Electronics Recycling Asia: A lot of bad acting

Illicit and unsafe activities continue to plague the electronics recycling sector.

Recyclers who pride themselves on their resource conservation activities must face a grim reality that illegal and unsafe practices are plaguing the industry, particularly the electronics recycling sector.
 
The topic of often illegal and environmentally unsound practices occurring throughout the world in the handling of obsolete consumer and office electronics was on the agenda at the Electronics Recycling Asia conference, held in Singapore in mid-November.
 
What is called the informal recycling sector in developing nations is handling obsolete products generated locally and sometimes acquiring container loads of electronic scrap shipped from North America and Europe.

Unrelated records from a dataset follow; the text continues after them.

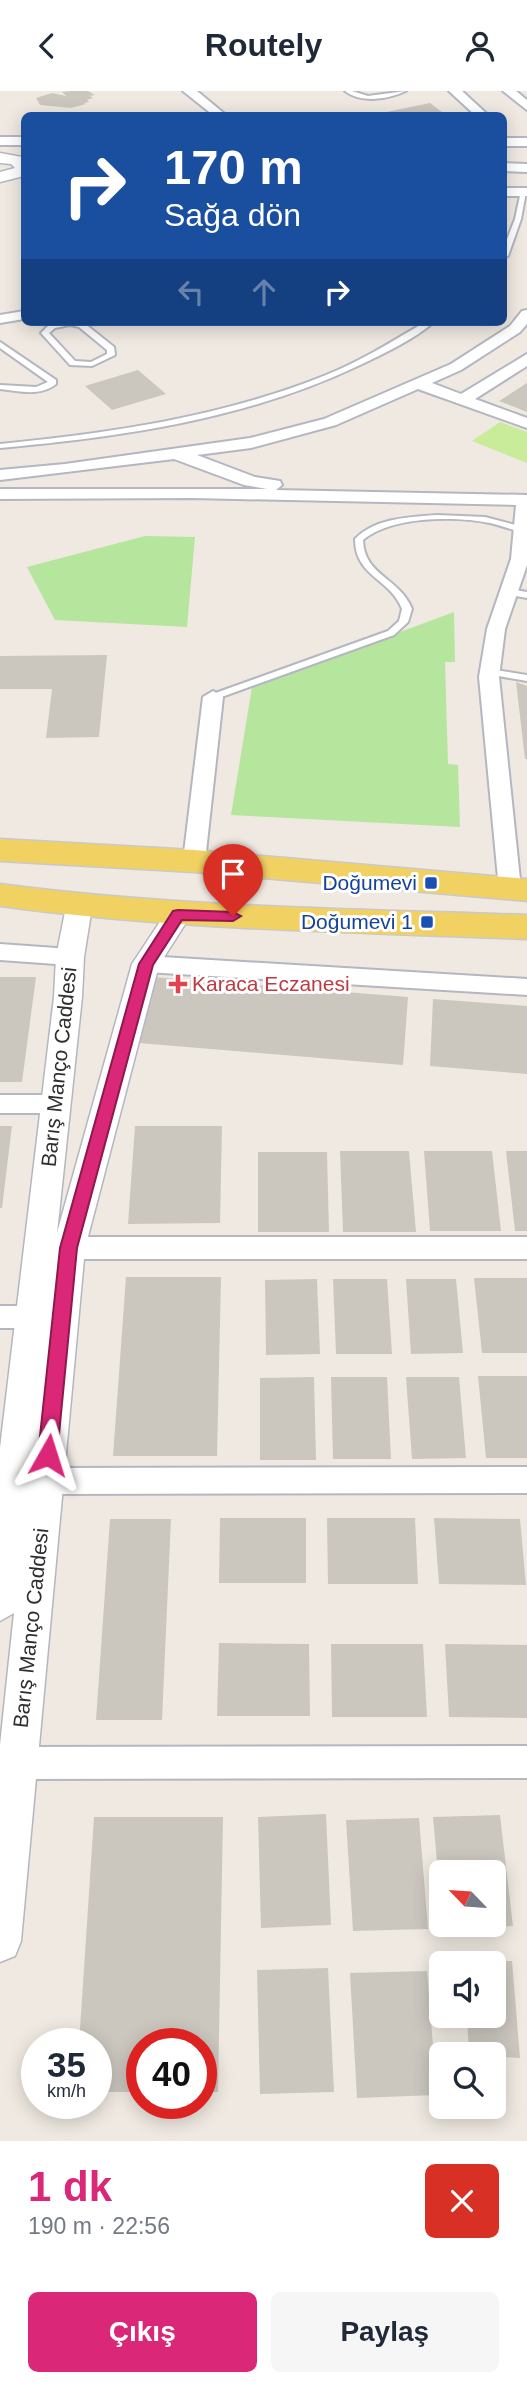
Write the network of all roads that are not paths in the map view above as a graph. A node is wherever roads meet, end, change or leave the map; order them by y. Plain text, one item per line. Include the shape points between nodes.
1 (189, 91) edge
2 (348, 91) edge
3 (404, 91) edge
4 (455, 91) edge
5 (509, 91) edge
6 (527, 106) edge
7 (216, 112) edge
8 (479, 112) edge
9 (0, 141) edge
10 (21, 141) edge
11 (507, 141) edge
12 (527, 142) edge
13 (12, 165) edge
14 (507, 167) edge
15 (527, 168) edge
16 (0, 192) edge
17 (507, 192) edge
18 (525, 192) edge
19 (507, 248) edge
20 (527, 314) edge
21 (21, 316) edge
22 (0, 319) edge
23 (53, 326) edge
24 (82, 326) edge
25 (423, 326) edge
26 (0, 344) edge
27 (527, 359) edge
28 (419, 384) junction
29 (0, 387) edge
30 (462, 400) junction
31 (527, 423) edge
32 (251, 443) junction
33 (0, 446) edge
34 (168, 454) junction
35 (145, 457) junction
36 (213, 468) junction
37 (0, 475) edge
38 (192, 493) junction
39 (0, 494) edge
40 (148, 495) junction
41 (526, 513) edge
42 (518, 594) edge
43 (489, 672) junction
44 (527, 678) edge
45 (213, 697) joint
46 (0, 850) edge
47 (194, 861) junction
48 (518, 889) edge
49 (0, 895) edge
50 (79, 907) junction
51 (178, 915) junction
52 (527, 927) edge
53 (0, 952) edge
54 (71, 957) junction
55 (146, 964) junction
56 (527, 988) edge
57 (0, 1104) edge
58 (56, 1104) junction
59 (69, 1248) junction
60 (527, 1248) edge
61 (0, 1317) edge
62 (32, 1317) junction
63 (527, 1480) edge
64 (45, 1481) junction
65 (3, 1549) edge
66 (0, 1603) edge
67 (527, 1762) edge
68 (17, 1763) junction
69 (0, 1941) edge

1 - 7 street
2 - 3 lane via 367,99
4 - 8 street
5 - 6 street
9 - 10 street
11 - 12 street
13 - 16 street
14 - 15 street
17 - 18 street
18 - 19 lane
20 - 28 street via 515,329 456,367
21 - 22 street
23 - 24 lane via 45,334 73,363 99,363 111,355 111,349
25 - 33 lane via 329,376 229,410 133,429
26 - 29 lane via 52,382 40,389
27 - 30 street
28 - 30 street
28 - 32 street via 330,422
30 - 31 street
32 - 34 street
32 - 36 street
34 - 35 street
34 - 36 street via 197,459
35 - 37 street
35 - 40 street via 135,471 138,484
36 - 38 street via 207,484
36 - 41 street via 261,485
38 - 40 street
38 - 41 street
39 - 40 street
41 - 42 street
41 - 45 lane via 487,520 447,517 372,528 359,539 359,555 368,569 402,596 406,615 398,628
42 - 43 street via 496,629
43 - 44 lane
43 - 48 street
45 - 47 street
46 - 47 main road
47 - 48 main road
49 - 50 main road
50 - 51 main road
50 - 54 street, Barış Manço Caddesi
51 - 52 main road
51 - 55 street, Barış Manço Caddesi
53 - 54 street
54 - 58 street, Barış Manço Caddesi
55 - 56 street
55 - 59 street, Barış Manço Caddesi
57 - 58 street
58 - 62 street, Barış Manço Caddesi
59 - 60 street
59 - 64 street, Barış Manço Caddesi
61 - 62 street
62 - 65 street, Barış Manço Caddesi
63 - 64 street
64 - 68 street, Barış Manço Caddesi
65 - 66 street, Barış Manço Caddesi
67 - 68 street
68 - 69 street, Barış Manço Caddesi

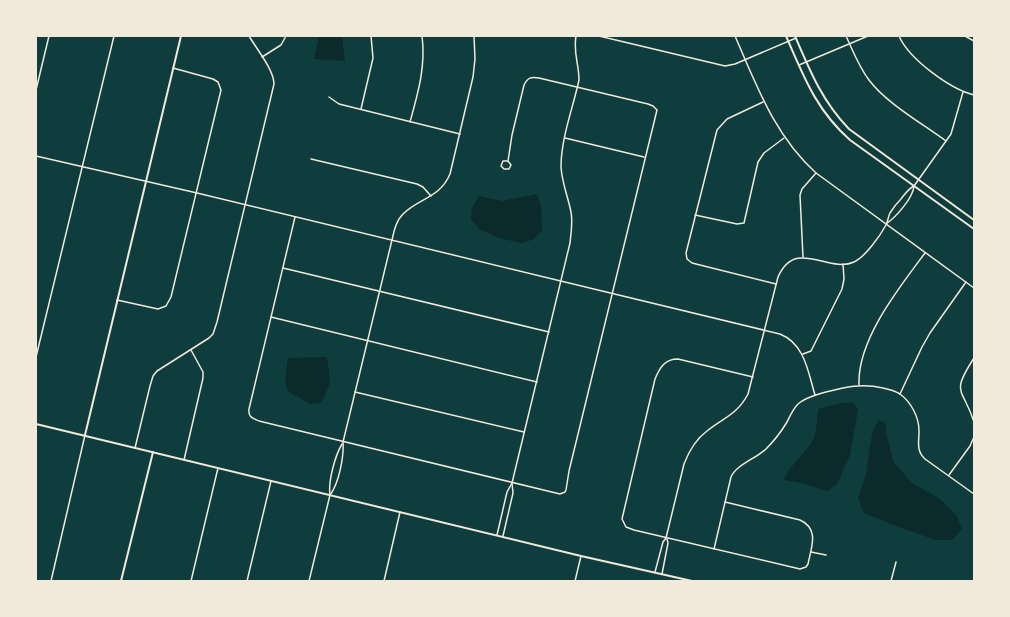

Non-governmental organizations and industry trade groups have widely different conclusions about how much electronic scrap is exported to developing nations, but they agree that unsafe and environmentally unsound practices are a scourge causing widespread harm.
 
Jim Puckett of the Basel Action Network (BAN) delivered a presentation at the forum and later screened the documentary E-Waste Tragedy. Puckett told delegates, “This is a global problem; it is all of our problem.”
 
He urged governments around the world to enforce the trans-boundary export regulations contained in the Basel Convention and for the consumer electronics industry to design products without toxic substances. Another BAN goal is to “transform and eliminate the informal sector,” a reference to unregulated and often unsafe dismantling of electronic products that takes place not only in the developing world.
 
In E-Waste Tragedy, the film’s producers track 16 obsolete appliances in Spain with hidden satellite tracking devices. Although there was no proof that any of the devices was exported, only four made it to one of Spain’s authorized dismantling facilities for products containing refrigerants.
 
For the film, BAN also tracked around 300 shipping containers of what it considered to be non-working electronic scrap leaving the U.S. Pacific Coast. According to BAN, 65 percent of the containers were shipped to Hong Kong, where they can be transloaded and forwarded to informal, unregulated dismantling locations in places like Guiyu, China.
 
A panel discussion on how to best regulate end-of-life electronics prompted Puckett to comment that in much of the world the laws on the books are sufficient, but enforcement is lacking, as the case of appliances in Spain demonstrates.
 
Panelist Scott Horne of the Institute of Scrap Recycling Industries Inc. (ISRI), Washington, stated, “Do not make laws if you’re not going to enforce them.” Illegal activity is proving to be too profitable and too low-risk, he added. “We’ve got to root out these bad actors.”
 
Panelist Steve Skurnac of Sims Recycling Solutions, Oxford, United Kingdom, said systems that lead to safe and environmentally sound practices are those that are developed after gathering information from throughout the supply chain. National or state systems need to “get stakeholder input or you’re doomed to failure,” said Skurnac.
 
Electronics Recycling Asia was organized by Switzerland-based ICM Ag and held at the Shangri-La Hotel Singapore Nov. 11-14.